→ **Exercise description**
State the number of lines in these records that include the string "高知空港線", and say nothing more.

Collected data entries

§

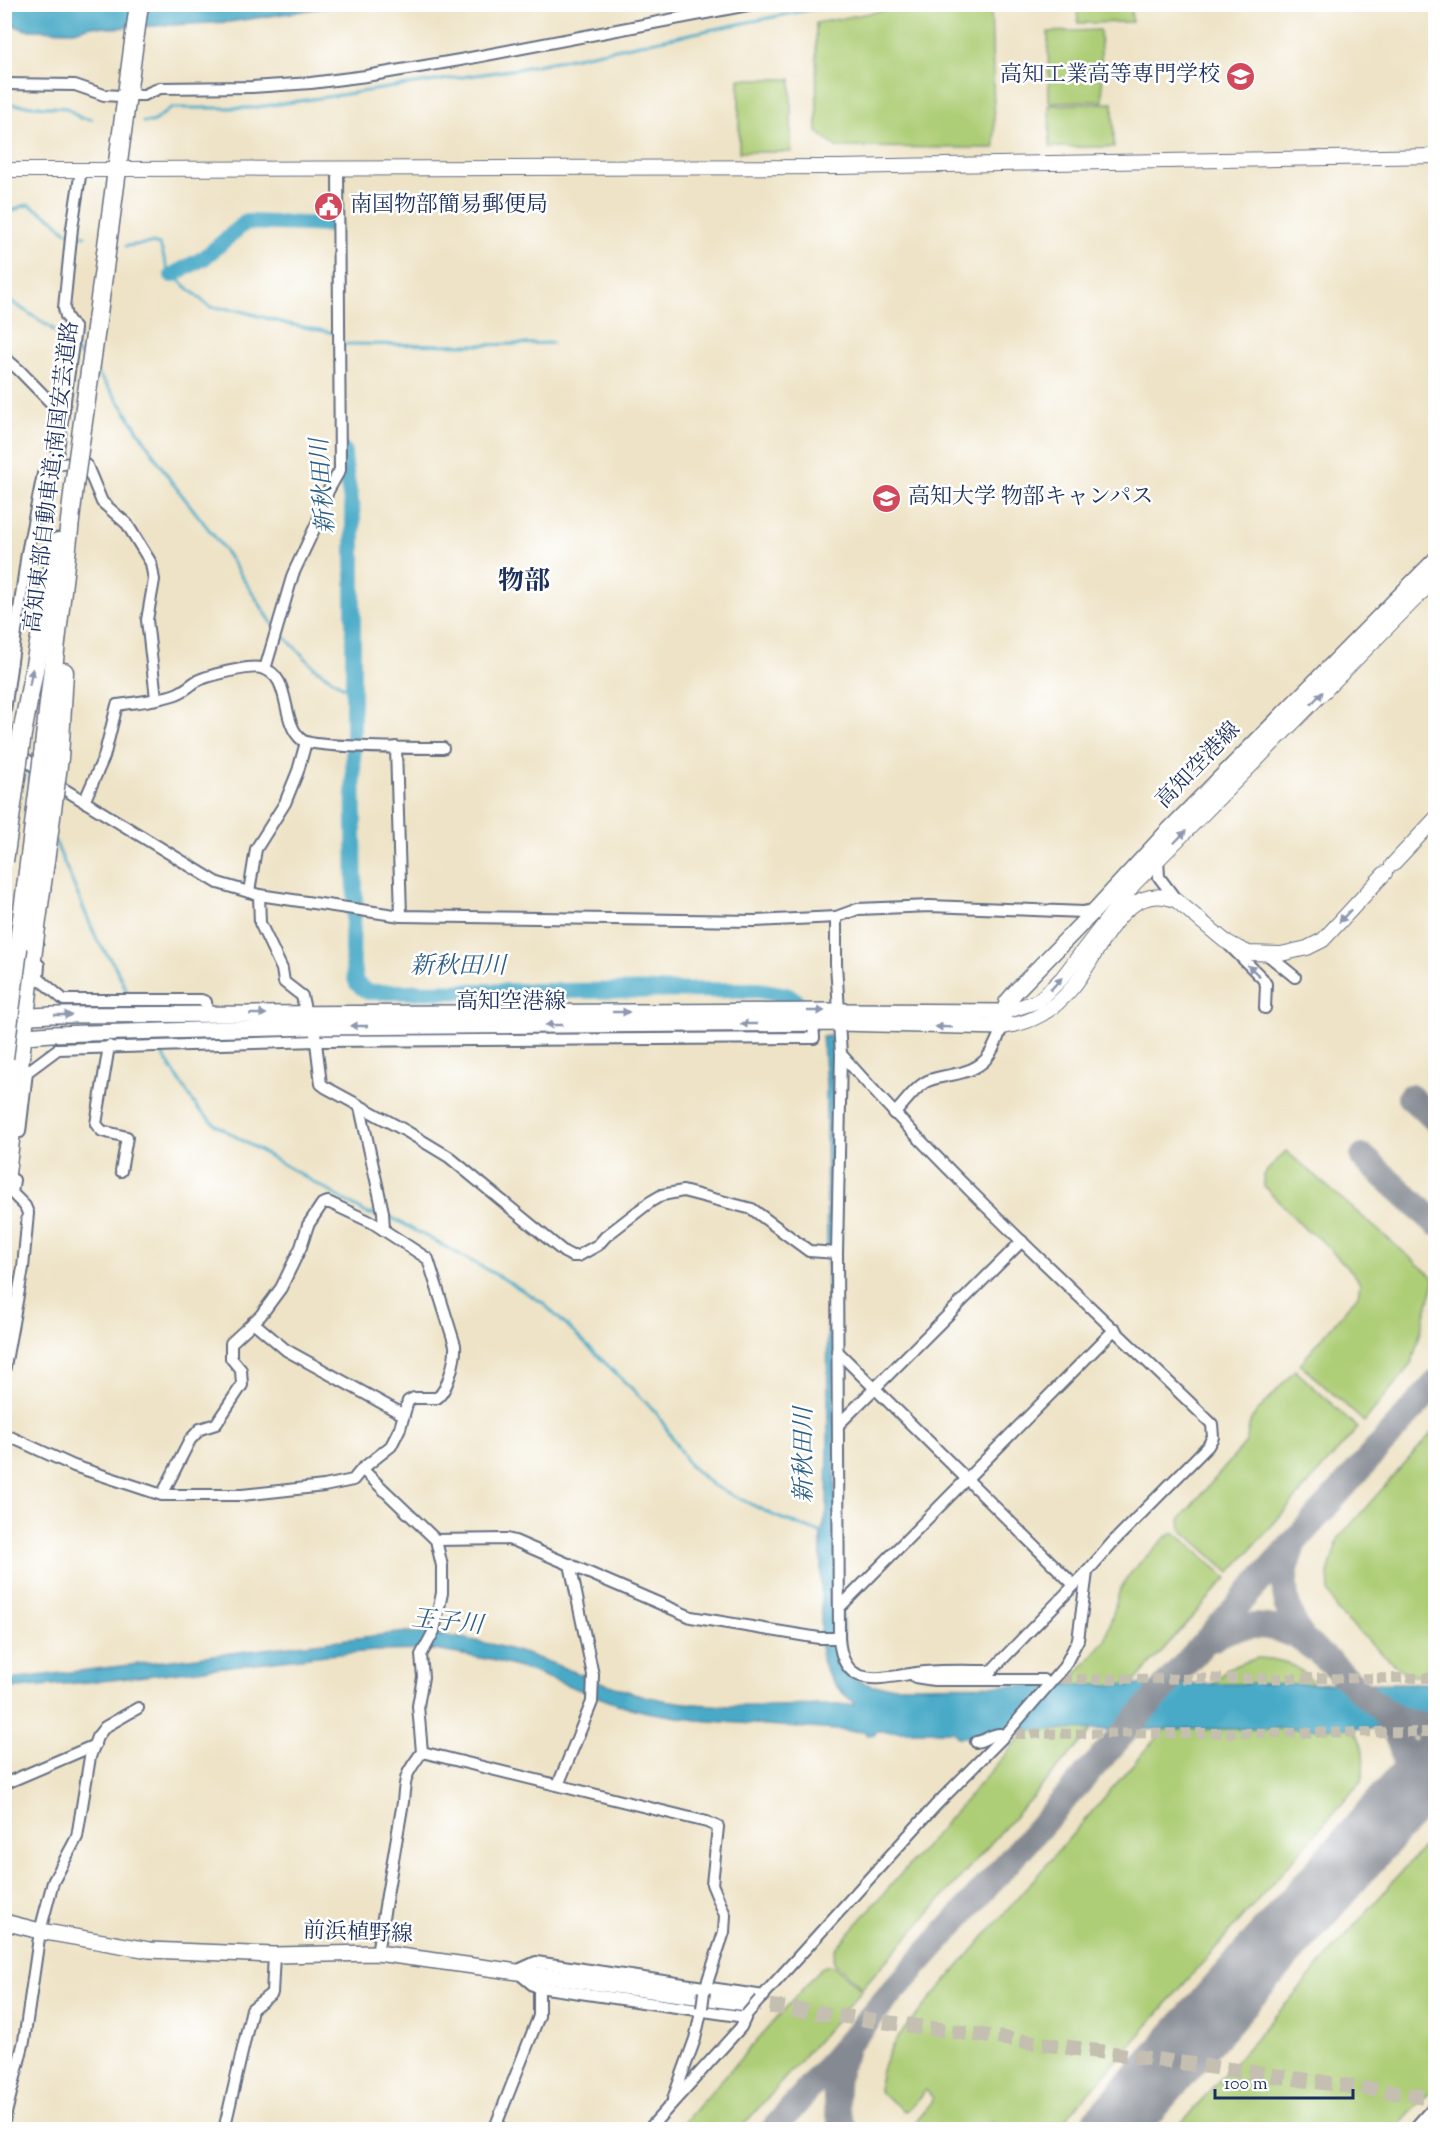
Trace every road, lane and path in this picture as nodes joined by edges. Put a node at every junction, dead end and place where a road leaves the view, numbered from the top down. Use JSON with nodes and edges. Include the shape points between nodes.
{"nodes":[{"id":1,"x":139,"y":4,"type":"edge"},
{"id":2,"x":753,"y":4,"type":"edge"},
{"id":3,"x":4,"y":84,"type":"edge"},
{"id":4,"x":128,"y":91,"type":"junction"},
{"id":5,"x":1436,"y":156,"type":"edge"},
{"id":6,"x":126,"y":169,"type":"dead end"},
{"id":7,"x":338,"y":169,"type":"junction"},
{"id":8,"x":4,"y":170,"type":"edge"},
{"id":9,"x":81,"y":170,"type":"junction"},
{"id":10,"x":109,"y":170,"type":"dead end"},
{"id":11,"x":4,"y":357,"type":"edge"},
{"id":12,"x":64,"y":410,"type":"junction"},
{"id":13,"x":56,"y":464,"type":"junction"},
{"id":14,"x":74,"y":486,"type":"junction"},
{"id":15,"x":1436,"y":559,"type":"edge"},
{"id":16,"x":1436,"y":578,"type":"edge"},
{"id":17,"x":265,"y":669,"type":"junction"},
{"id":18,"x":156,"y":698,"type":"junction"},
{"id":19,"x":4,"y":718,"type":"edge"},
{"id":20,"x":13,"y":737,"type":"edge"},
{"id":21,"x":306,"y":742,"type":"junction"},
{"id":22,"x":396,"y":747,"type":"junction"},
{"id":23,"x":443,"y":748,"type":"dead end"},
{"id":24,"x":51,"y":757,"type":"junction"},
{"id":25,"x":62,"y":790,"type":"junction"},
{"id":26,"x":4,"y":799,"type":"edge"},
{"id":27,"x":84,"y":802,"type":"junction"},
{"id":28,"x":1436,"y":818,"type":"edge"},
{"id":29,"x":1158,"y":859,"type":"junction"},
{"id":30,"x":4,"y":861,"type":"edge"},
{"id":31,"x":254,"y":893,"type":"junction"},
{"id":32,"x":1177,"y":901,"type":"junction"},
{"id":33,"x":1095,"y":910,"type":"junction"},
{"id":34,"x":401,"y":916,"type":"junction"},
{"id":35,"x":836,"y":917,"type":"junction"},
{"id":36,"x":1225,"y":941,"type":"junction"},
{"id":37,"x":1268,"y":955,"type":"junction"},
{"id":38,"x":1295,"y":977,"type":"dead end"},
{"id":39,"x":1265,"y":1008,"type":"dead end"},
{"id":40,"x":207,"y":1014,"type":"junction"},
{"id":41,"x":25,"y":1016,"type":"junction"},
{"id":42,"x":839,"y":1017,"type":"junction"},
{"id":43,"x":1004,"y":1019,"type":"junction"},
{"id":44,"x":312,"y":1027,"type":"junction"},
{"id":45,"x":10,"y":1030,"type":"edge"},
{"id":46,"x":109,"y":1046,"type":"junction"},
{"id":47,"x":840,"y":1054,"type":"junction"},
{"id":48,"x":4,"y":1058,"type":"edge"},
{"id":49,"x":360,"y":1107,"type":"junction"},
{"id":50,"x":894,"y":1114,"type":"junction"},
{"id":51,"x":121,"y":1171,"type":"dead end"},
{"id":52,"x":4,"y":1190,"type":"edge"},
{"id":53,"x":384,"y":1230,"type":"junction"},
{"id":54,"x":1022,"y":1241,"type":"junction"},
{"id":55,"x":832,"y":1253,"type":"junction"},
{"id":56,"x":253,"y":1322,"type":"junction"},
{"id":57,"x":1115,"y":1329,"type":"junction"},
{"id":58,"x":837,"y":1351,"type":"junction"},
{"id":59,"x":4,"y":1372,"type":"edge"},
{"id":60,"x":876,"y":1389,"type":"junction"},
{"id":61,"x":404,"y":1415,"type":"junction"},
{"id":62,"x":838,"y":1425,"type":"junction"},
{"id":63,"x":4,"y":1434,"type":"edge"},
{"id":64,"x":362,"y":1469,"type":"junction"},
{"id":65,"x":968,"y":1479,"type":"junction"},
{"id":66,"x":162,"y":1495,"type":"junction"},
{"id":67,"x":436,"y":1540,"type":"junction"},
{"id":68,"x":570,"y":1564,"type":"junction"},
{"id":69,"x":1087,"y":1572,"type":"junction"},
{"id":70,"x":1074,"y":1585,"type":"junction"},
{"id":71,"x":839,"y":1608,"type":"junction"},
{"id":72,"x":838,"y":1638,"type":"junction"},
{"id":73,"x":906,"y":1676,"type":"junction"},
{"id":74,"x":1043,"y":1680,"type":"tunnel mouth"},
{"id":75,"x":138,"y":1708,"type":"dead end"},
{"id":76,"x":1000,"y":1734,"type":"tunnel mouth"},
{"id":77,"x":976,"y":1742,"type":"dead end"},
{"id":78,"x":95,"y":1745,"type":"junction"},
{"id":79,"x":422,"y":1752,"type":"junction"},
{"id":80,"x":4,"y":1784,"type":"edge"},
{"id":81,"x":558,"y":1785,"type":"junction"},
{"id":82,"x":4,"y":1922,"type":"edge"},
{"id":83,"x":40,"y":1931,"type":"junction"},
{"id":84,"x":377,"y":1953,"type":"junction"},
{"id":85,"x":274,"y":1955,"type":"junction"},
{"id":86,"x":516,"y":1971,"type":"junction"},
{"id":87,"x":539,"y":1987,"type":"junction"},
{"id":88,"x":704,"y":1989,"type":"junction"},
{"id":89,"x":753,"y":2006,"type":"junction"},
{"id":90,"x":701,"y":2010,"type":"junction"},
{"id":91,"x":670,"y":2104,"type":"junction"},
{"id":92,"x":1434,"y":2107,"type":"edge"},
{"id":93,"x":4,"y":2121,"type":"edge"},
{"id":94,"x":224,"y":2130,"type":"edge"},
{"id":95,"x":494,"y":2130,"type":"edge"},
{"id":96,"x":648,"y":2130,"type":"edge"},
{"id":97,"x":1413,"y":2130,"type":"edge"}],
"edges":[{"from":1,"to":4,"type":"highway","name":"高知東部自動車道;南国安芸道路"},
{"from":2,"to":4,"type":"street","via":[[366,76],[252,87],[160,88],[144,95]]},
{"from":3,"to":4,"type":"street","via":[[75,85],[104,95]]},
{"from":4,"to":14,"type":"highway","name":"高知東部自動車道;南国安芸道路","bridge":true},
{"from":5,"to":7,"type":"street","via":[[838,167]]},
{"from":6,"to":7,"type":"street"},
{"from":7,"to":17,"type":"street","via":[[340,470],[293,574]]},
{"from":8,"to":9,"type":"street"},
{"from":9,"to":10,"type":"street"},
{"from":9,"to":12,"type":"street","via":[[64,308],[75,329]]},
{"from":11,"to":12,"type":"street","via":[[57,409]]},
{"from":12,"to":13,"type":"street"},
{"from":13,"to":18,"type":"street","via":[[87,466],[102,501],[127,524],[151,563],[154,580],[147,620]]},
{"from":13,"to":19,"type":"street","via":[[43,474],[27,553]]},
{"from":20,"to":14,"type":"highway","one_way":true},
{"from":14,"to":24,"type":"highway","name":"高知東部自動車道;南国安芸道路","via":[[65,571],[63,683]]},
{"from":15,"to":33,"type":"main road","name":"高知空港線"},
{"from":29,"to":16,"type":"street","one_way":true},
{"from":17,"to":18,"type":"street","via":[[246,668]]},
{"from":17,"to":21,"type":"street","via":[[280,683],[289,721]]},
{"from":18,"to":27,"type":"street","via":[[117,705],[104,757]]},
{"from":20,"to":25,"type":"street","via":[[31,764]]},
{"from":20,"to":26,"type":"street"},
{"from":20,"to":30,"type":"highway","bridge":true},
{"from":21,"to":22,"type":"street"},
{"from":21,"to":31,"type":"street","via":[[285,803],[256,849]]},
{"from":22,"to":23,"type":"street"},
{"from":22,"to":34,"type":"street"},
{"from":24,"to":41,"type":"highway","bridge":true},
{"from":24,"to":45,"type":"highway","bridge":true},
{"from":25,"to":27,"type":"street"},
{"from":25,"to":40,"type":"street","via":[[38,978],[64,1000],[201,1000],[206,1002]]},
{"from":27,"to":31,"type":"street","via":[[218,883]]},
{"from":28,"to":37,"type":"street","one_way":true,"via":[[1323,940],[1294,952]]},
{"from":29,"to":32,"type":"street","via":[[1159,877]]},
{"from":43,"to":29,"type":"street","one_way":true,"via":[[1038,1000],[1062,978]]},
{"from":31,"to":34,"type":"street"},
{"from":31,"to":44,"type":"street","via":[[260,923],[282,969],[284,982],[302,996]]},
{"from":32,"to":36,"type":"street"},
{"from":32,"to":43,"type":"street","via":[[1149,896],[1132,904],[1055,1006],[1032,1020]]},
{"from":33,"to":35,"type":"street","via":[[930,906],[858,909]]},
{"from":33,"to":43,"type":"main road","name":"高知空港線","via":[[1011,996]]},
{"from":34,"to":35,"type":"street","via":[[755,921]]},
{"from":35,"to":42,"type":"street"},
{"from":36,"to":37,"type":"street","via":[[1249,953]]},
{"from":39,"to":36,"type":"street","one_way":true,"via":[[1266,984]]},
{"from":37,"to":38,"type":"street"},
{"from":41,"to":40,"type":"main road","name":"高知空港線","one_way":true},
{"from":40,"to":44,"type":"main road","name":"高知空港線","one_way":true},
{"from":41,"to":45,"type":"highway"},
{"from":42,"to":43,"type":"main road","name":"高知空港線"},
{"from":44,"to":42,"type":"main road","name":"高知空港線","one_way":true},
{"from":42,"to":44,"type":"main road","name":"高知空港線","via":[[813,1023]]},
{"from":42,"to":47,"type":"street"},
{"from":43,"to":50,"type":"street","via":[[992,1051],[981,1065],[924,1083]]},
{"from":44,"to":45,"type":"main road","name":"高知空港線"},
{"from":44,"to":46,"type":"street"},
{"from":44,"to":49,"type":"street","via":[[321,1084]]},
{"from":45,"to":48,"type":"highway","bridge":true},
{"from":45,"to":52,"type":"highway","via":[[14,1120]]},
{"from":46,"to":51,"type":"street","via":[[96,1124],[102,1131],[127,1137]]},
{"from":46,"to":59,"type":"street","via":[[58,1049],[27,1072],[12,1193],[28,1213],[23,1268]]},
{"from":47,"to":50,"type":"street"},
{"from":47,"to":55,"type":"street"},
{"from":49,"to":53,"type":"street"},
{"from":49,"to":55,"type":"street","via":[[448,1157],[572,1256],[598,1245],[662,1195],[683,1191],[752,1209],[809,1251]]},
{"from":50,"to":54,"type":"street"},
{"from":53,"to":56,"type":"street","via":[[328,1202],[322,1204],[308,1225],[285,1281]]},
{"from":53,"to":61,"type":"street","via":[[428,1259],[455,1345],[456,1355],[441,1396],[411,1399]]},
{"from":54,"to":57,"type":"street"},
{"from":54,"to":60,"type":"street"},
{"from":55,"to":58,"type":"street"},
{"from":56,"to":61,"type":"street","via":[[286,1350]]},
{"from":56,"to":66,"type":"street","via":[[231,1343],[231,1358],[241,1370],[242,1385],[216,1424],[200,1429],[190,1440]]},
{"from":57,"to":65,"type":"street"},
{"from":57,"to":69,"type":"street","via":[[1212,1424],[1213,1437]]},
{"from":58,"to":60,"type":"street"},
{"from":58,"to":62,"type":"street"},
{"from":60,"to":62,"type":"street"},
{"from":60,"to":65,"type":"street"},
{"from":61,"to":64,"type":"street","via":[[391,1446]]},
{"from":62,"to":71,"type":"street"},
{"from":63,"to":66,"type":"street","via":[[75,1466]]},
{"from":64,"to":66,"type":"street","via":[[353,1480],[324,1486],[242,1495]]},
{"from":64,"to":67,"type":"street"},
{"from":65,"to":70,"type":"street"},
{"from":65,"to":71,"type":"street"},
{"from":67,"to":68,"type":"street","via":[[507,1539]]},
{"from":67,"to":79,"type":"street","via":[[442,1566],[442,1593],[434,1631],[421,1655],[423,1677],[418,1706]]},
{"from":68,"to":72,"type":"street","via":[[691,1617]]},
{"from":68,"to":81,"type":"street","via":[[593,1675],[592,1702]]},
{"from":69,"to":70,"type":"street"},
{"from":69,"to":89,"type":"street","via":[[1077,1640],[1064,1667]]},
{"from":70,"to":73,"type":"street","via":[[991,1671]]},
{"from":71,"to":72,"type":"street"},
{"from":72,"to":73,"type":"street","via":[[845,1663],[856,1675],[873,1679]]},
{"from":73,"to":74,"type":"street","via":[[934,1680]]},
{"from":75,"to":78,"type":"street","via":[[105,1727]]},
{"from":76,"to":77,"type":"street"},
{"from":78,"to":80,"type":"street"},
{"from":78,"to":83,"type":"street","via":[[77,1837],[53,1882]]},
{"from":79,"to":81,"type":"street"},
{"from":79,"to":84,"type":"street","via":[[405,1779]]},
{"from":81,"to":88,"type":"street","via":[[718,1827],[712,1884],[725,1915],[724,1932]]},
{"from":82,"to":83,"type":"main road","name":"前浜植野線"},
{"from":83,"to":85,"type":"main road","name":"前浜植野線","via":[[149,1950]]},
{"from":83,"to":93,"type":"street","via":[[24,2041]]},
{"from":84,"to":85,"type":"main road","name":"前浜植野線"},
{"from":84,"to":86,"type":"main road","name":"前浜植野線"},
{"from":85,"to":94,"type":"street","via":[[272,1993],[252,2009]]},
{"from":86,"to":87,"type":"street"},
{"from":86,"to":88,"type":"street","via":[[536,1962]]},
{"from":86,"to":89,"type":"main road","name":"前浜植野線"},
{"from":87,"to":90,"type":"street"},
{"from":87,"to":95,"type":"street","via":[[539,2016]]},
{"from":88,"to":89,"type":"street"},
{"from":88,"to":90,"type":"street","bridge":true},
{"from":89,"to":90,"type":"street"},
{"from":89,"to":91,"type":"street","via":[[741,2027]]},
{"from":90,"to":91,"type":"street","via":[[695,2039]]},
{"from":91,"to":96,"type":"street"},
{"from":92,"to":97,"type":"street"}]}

§

→ **Response below**
8